**The task**
Could you set down the listing below exactly, leaving out its pictures?
··········
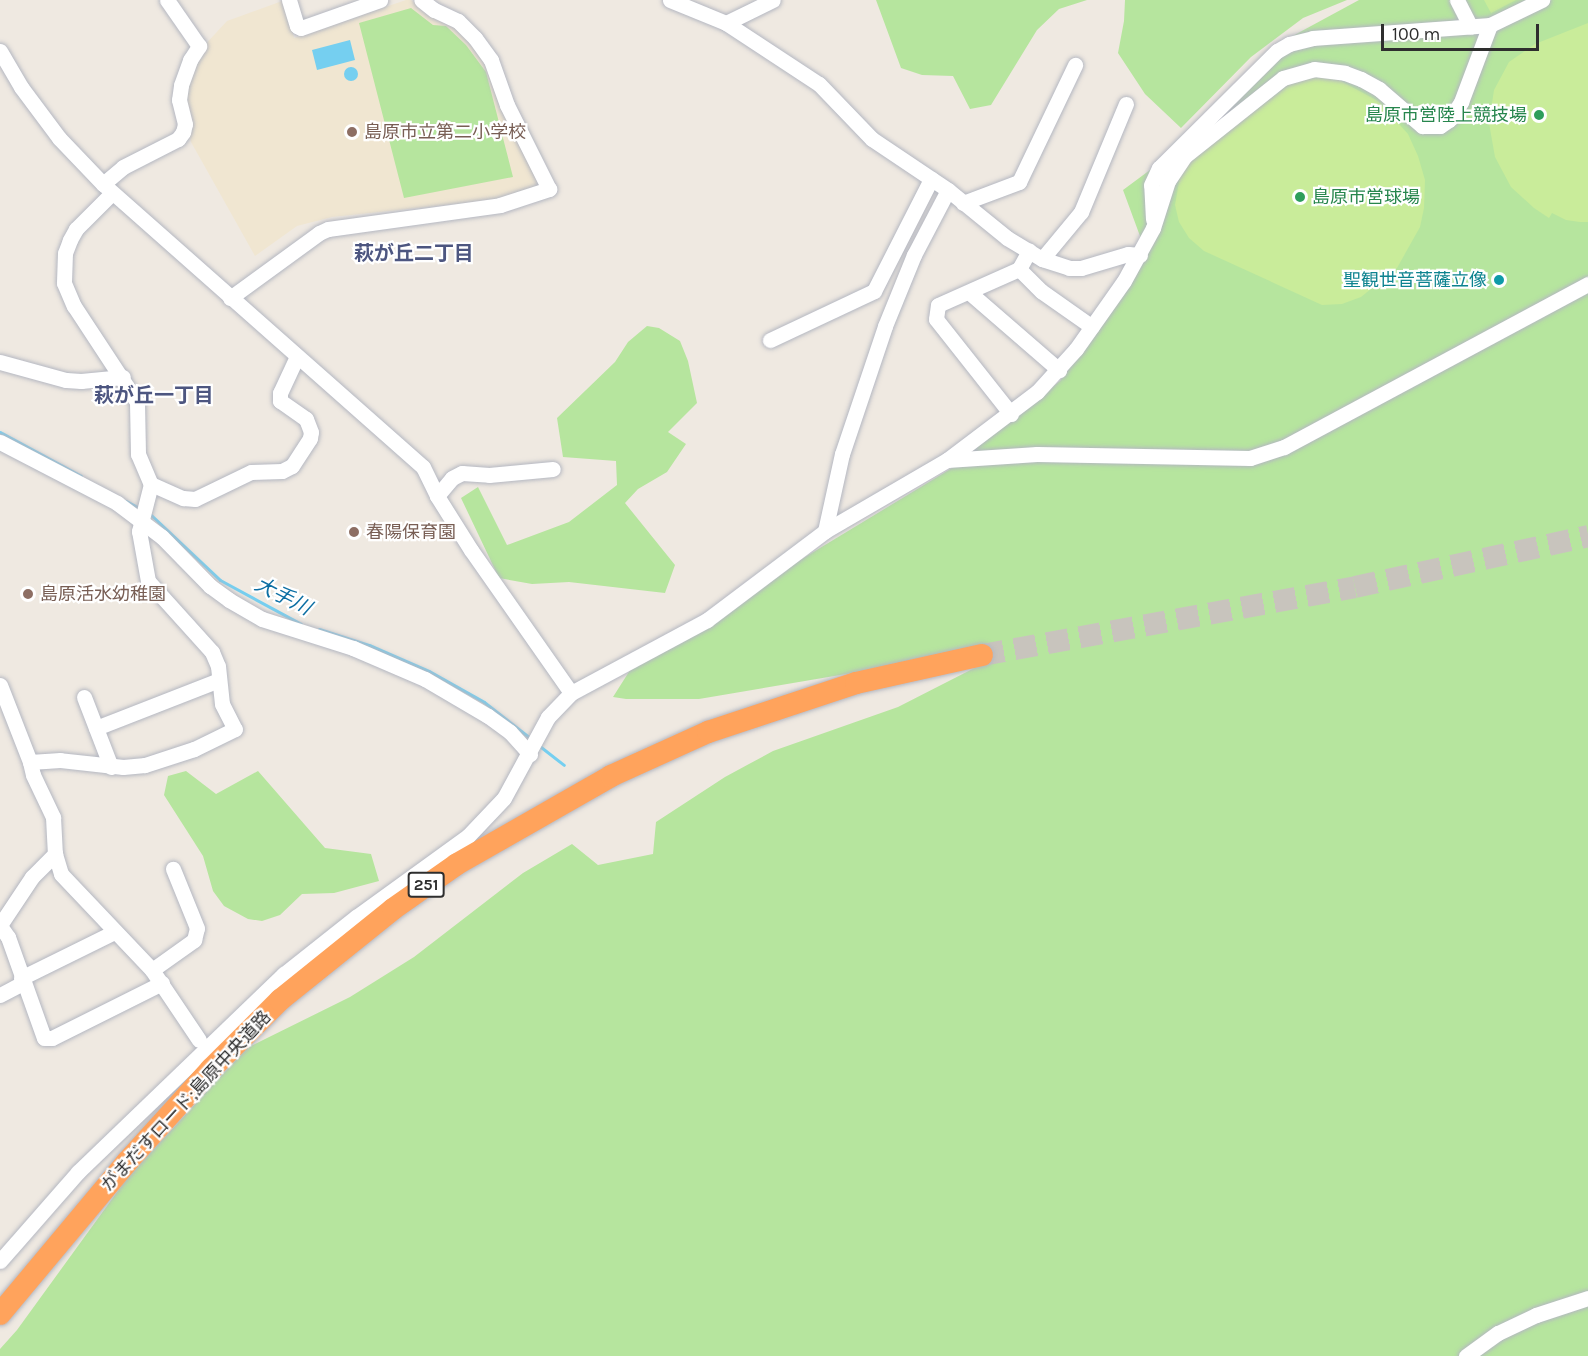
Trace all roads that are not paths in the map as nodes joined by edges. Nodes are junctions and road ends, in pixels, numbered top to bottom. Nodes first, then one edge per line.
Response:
1 (167, 0) edge
2 (289, 0) edge
3 (380, 0) edge
4 (421, 0) edge
5 (670, 0) edge
6 (773, 0) edge
7 (1456, 0) edge
8 (1542, 0) edge
9 (726, 23) junction
10 (1490, 25) junction
11 (1471, 27) junction
12 (0, 51) edge
13 (1075, 65) dead end
14 (1126, 104) dead end
15 (931, 179) junction
16 (107, 188) junction
17 (948, 190) junction
18 (963, 203) junction
19 (1153, 228) junction
20 (1036, 255) junction
21 (1140, 255) junction
22 (1019, 269) junction
23 (1588, 284) edge
24 (970, 293) junction
25 (230, 298) junction
26 (1092, 327) junction
27 (770, 340) dead end
28 (297, 357) junction
29 (0, 362) edge
30 (1059, 370) junction
31 (123, 376) junction
32 (1011, 414) junction
33 (0, 442) edge
34 (947, 460) junction
35 (553, 470) dead end
36 (151, 484) junction
37 (437, 496) junction
38 (143, 514) junction
39 (825, 531) junction
40 (982, 655) tunnel mouth
41 (219, 680) junction
42 (0, 685) edge
43 (571, 693) junction
44 (84, 697) dead end
45 (96, 728) junction
46 (534, 746) junction
47 (30, 762) junction
48 (111, 767) junction
49 (55, 854) junction
50 (172, 869) dead end
51 (0, 925) edge
52 (114, 932) junction
53 (152, 970) junction
54 (22, 980) junction
55 (162, 983) junction
56 (0, 995) edge
57 (199, 1040) dead end
58 (0, 1261) edge
59 (1588, 1298) edge
60 (0, 1314) edge
61 (1466, 1356) edge

1 - 16 street
2 - 3 street
4 - 25 street
5 - 9 street
6 - 9 street
7 - 11 street
8 - 10 street
9 - 15 street
10 - 11 street
10 - 19 street
11 - 19 street
12 - 16 street
13 - 18 street
14 - 20 street
15 - 17 street
15 - 27 street
16 - 25 street
16 - 31 street
17 - 18 street
17 - 39 street
18 - 20 street
19 - 21 street
20 - 21 street
20 - 22 street
21 - 26 street
22 - 24 street
22 - 26 street
23 - 34 street
24 - 30 street
24 - 32 street
25 - 28 street
26 - 30 street
28 - 36 street
28 - 37 street
29 - 31 street
30 - 32 street
31 - 36 street
32 - 34 street
33 - 38 street
34 - 39 street
35 - 37 street
36 - 38 street
37 - 43 street
38 - 41 street
38 - 46 street
39 - 43 street
40 - 60 highway, がまだすロード;島原中央道路 / 251
41 - 45 street
41 - 48 street
42 - 47 street
43 - 46 street
44 - 45 street
45 - 48 street
46 - 58 street
47 - 48 street
47 - 49 street
49 - 51 street
49 - 52 street
50 - 53 street
51 - 54 street
52 - 53 street
52 - 54 street
53 - 55 street
54 - 55 street
54 - 56 street
55 - 57 street
59 - 61 street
··········
**Answer to the exercise**
Trace all roads that are not paths in the map as nodes joined by edges. Nodes are junctions and road ends, in pixels, numbered top to bottom. Nodes first, then one edge per line.
Response:
1 (167, 0) edge
2 (289, 0) edge
3 (380, 0) edge
4 (421, 0) edge
5 (670, 0) edge
6 (773, 0) edge
7 (1456, 0) edge
8 (1542, 0) edge
9 (726, 23) junction
10 (1490, 25) junction
11 (1471, 27) junction
12 (0, 51) edge
13 (1075, 65) dead end
14 (1126, 104) dead end
15 (931, 179) junction
16 (107, 188) junction
17 (948, 190) junction
18 (963, 203) junction
19 (1153, 228) junction
20 (1036, 255) junction
21 (1140, 255) junction
22 (1019, 269) junction
23 (1588, 284) edge
24 (970, 293) junction
25 (230, 298) junction
26 (1092, 327) junction
27 (770, 340) dead end
28 (297, 357) junction
29 (0, 362) edge
30 (1059, 370) junction
31 (123, 376) junction
32 (1011, 414) junction
33 (0, 442) edge
34 (947, 460) junction
35 (553, 470) dead end
36 (151, 484) junction
37 (437, 496) junction
38 (143, 514) junction
39 (825, 531) junction
40 (982, 655) tunnel mouth
41 (219, 680) junction
42 (0, 685) edge
43 (571, 693) junction
44 (84, 697) dead end
45 (96, 728) junction
46 (534, 746) junction
47 (30, 762) junction
48 (111, 767) junction
49 (55, 854) junction
50 (172, 869) dead end
51 (0, 925) edge
52 (114, 932) junction
53 (152, 970) junction
54 (22, 980) junction
55 (162, 983) junction
56 (0, 995) edge
57 (199, 1040) dead end
58 (0, 1261) edge
59 (1588, 1298) edge
60 (0, 1314) edge
61 (1466, 1356) edge

1 - 16 street
2 - 3 street
4 - 25 street
5 - 9 street
6 - 9 street
7 - 11 street
8 - 10 street
9 - 15 street
10 - 11 street
10 - 19 street
11 - 19 street
12 - 16 street
13 - 18 street
14 - 20 street
15 - 17 street
15 - 27 street
16 - 25 street
16 - 31 street
17 - 18 street
17 - 39 street
18 - 20 street
19 - 21 street
20 - 21 street
20 - 22 street
21 - 26 street
22 - 24 street
22 - 26 street
23 - 34 street
24 - 30 street
24 - 32 street
25 - 28 street
26 - 30 street
28 - 36 street
28 - 37 street
29 - 31 street
30 - 32 street
31 - 36 street
32 - 34 street
33 - 38 street
34 - 39 street
35 - 37 street
36 - 38 street
37 - 43 street
38 - 41 street
38 - 46 street
39 - 43 street
40 - 60 highway, がまだすロード;島原中央道路 / 251
41 - 45 street
41 - 48 street
42 - 47 street
43 - 46 street
44 - 45 street
45 - 48 street
46 - 58 street
47 - 48 street
47 - 49 street
49 - 51 street
49 - 52 street
50 - 53 street
51 - 54 street
52 - 53 street
52 - 54 street
53 - 55 street
54 - 55 street
54 - 56 street
55 - 57 street
59 - 61 street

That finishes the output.